Agile/XP Critique: It's not the Code, Stupid - DanielBMarkham
http://www.whattofix.com/blog/archives/2007/12/its_not_the_cod.php

======
tx
Any kind of "methodology" is aimed at improving the predictability of results
expected from a group of average coders. Thus it's no surprise that "large
client" appears in the first paragraph of his blog post.

In reality, software engineering is more like an art, and each project calls
for a somewhat unique approach, unique style. There is a lot to be said about
general sense of style and beauty when it comes to programming. Imagine
Leonardo "going Agile" on Mona Lisa in order to speed up the process.
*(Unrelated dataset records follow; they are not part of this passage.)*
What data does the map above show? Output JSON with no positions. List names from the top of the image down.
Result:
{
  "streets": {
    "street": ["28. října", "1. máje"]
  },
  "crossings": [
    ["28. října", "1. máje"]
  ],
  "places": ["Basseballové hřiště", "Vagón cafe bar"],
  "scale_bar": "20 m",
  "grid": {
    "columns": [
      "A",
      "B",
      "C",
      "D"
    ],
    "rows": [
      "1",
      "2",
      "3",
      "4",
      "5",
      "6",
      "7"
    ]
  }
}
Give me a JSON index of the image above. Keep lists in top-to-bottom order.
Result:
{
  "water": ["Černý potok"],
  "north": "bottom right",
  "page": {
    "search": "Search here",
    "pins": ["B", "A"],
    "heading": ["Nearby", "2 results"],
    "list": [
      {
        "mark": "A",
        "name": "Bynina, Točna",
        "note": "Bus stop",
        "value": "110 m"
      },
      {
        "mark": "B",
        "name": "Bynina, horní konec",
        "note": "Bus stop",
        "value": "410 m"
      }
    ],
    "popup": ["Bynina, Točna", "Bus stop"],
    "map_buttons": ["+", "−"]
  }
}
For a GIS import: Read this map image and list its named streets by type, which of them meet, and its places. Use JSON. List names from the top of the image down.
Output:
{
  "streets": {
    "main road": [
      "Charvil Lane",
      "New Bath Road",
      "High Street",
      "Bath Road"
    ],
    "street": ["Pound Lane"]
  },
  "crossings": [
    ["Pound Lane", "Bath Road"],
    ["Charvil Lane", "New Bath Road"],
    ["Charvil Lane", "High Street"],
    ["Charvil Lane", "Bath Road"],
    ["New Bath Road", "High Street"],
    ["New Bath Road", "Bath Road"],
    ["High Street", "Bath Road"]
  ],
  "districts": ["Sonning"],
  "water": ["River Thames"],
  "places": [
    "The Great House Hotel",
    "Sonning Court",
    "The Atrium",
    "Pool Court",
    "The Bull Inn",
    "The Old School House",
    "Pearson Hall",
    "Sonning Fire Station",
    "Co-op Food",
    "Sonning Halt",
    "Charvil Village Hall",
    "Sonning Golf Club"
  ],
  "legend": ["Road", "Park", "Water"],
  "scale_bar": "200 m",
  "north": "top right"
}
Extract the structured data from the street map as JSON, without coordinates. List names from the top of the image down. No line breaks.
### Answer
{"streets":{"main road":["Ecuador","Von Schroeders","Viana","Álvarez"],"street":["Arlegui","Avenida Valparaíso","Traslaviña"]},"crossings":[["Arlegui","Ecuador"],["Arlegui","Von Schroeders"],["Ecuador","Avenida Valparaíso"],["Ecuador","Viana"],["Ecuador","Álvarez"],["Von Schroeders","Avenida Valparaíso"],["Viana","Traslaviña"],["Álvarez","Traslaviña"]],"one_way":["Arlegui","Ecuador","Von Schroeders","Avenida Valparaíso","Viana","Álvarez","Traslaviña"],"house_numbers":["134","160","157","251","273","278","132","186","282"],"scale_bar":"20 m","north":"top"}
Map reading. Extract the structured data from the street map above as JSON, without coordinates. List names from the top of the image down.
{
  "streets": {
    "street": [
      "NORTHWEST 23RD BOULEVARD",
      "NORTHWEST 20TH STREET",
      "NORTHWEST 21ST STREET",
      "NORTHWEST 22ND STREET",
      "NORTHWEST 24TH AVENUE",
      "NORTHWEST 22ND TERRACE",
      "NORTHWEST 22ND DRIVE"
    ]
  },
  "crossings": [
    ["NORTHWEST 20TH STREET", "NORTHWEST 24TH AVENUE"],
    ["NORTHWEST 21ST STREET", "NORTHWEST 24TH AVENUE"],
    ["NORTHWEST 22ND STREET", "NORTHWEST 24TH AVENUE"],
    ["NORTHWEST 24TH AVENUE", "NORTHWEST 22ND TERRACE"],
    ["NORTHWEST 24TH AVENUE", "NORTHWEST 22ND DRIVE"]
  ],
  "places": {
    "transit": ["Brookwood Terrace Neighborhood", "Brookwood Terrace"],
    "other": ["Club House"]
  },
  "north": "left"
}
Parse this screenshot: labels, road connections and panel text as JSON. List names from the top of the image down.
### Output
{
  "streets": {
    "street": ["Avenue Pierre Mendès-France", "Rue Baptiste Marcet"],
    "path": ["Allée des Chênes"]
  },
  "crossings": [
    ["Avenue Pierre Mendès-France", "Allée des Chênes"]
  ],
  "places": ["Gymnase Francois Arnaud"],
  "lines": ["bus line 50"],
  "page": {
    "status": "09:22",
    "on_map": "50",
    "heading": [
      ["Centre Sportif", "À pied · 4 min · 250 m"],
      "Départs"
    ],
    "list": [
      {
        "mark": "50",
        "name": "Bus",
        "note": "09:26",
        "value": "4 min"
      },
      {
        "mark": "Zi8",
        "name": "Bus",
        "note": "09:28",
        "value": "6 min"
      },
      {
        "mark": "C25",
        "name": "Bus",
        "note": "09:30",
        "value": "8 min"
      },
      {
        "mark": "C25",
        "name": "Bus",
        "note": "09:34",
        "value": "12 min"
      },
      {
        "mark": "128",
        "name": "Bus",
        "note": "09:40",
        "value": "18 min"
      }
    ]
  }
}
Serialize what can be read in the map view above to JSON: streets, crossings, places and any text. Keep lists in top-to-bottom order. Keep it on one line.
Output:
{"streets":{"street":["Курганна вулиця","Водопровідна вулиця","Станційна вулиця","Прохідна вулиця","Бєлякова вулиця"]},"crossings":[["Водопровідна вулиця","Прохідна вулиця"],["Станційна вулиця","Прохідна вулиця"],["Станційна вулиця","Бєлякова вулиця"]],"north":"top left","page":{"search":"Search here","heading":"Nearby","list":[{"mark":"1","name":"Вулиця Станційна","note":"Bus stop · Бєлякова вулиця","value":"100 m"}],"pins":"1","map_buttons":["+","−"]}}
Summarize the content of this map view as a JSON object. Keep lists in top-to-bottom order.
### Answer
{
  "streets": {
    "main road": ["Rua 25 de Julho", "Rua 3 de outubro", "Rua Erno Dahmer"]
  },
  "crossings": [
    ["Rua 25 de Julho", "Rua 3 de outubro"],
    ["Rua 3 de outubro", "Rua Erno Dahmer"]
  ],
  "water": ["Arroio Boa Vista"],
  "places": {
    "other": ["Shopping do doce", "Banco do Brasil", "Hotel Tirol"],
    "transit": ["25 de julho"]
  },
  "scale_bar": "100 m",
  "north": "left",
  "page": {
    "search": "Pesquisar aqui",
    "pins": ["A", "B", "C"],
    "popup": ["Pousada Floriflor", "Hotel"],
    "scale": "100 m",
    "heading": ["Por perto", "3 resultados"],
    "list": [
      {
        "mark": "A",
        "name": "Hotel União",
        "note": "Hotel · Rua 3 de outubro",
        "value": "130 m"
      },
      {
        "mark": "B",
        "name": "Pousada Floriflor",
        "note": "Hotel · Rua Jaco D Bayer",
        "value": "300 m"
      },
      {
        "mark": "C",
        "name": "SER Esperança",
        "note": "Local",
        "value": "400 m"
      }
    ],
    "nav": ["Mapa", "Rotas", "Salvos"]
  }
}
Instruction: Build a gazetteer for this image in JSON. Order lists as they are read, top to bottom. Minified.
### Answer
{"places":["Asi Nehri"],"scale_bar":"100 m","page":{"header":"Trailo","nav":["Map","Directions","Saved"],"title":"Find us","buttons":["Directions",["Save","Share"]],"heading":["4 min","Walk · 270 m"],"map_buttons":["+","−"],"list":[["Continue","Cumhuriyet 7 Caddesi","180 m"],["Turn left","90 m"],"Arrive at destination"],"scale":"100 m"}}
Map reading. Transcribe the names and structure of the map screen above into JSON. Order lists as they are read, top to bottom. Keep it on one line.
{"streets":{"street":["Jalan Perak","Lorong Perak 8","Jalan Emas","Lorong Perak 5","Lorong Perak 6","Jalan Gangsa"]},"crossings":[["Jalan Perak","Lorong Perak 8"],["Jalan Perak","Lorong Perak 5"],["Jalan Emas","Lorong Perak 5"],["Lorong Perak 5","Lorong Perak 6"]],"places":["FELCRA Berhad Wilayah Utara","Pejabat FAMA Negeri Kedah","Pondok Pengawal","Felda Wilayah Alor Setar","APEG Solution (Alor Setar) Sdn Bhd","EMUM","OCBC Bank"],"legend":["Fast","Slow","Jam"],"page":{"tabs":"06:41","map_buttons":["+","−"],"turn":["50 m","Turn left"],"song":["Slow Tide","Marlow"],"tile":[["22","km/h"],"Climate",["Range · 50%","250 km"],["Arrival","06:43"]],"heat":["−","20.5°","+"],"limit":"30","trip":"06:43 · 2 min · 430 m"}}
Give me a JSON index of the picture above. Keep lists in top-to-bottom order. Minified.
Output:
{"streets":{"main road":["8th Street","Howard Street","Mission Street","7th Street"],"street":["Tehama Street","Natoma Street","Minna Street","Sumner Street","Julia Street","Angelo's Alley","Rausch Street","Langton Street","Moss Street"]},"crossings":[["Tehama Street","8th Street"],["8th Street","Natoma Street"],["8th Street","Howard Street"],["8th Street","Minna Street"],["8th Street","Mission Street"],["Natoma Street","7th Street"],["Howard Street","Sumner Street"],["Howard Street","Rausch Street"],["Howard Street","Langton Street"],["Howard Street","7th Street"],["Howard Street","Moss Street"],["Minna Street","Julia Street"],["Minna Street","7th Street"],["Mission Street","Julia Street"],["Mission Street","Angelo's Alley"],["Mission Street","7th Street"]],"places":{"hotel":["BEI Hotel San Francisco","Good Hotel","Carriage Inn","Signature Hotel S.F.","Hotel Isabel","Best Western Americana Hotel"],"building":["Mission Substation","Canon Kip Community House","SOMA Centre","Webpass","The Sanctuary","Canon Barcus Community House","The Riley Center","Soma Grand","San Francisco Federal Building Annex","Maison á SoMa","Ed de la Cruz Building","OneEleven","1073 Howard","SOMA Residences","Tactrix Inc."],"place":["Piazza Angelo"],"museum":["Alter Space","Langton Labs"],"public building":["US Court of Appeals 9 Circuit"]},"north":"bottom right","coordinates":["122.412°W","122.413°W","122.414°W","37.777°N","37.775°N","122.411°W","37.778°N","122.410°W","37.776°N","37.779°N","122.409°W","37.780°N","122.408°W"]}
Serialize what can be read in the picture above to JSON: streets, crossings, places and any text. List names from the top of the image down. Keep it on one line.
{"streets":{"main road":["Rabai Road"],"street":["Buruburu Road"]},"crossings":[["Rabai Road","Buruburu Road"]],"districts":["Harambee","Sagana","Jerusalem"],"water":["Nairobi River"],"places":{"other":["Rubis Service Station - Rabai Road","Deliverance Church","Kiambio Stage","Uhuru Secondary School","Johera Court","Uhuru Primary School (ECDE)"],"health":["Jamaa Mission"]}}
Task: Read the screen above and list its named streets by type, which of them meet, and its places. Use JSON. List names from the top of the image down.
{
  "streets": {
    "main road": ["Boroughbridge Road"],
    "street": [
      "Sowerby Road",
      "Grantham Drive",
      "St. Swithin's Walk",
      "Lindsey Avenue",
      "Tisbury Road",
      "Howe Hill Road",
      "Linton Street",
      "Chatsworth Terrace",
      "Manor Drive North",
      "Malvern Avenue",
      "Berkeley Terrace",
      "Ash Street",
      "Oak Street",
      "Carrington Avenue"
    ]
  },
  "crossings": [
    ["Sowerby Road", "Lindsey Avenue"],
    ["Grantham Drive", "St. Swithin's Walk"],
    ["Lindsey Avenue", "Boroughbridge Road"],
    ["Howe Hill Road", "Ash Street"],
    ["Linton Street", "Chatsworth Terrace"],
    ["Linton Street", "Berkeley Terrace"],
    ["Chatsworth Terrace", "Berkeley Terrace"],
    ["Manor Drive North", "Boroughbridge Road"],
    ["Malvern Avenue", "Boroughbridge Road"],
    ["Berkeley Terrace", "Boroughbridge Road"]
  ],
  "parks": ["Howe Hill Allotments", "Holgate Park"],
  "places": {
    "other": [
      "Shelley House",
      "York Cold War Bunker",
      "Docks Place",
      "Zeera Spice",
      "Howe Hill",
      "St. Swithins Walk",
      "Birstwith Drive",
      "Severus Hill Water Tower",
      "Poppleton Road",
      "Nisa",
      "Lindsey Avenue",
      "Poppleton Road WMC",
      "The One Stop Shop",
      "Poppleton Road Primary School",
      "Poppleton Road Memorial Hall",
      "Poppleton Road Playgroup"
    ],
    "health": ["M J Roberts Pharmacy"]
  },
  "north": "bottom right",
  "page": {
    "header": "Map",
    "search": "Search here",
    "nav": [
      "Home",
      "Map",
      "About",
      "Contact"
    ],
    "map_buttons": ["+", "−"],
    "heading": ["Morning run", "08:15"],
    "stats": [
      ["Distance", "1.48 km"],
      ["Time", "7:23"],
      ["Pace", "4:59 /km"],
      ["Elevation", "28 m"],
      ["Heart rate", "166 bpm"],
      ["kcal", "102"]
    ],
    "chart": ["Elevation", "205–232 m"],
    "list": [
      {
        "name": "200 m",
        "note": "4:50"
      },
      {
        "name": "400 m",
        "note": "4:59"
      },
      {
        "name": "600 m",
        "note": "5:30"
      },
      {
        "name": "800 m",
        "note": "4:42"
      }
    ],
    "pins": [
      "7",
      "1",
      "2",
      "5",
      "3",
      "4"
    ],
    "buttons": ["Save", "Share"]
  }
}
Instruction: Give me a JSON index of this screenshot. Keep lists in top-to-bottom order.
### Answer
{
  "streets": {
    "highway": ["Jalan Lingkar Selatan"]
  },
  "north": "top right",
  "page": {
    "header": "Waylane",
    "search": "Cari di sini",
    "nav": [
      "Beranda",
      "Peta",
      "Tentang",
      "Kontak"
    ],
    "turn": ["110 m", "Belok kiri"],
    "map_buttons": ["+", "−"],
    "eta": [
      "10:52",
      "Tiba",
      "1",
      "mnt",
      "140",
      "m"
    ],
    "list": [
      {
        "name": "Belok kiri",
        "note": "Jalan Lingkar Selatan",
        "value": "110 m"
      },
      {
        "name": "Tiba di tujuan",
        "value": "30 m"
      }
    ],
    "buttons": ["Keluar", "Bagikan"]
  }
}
Of course there are always armies of copycat CRUD projects that have nothing
unique about them. It only proves my point of average quality of "agile
programmers" because good engineers aren't interested in CRUD work. Ruby-on-
Rails is an awesome example of this: one good programmer did all necessary
thinking for you.

It is perfectly possible to deliver a "typical Rails" site without even caring
for learning Ruby. A good methodology done right allows code monkeys with
surprisingly low skill level to be productive (which is, of course, not a bad
thing). Rails is agile-carved-in-stone approach that forces you to stay on
track and punishes from levitating from it, I guess this is where word "rails"
comes from.

This drives many MBAs nuts: none of those dog-training managerial books filled
with pompous common sense seem to work when applied to software: good
programmers simply don't respond to "positive reinforcement" and average
programmers produce average results no matter what. All those "methodologies"
allow managers to get average results _reliably_ regardless of quality of
talent at their disposal.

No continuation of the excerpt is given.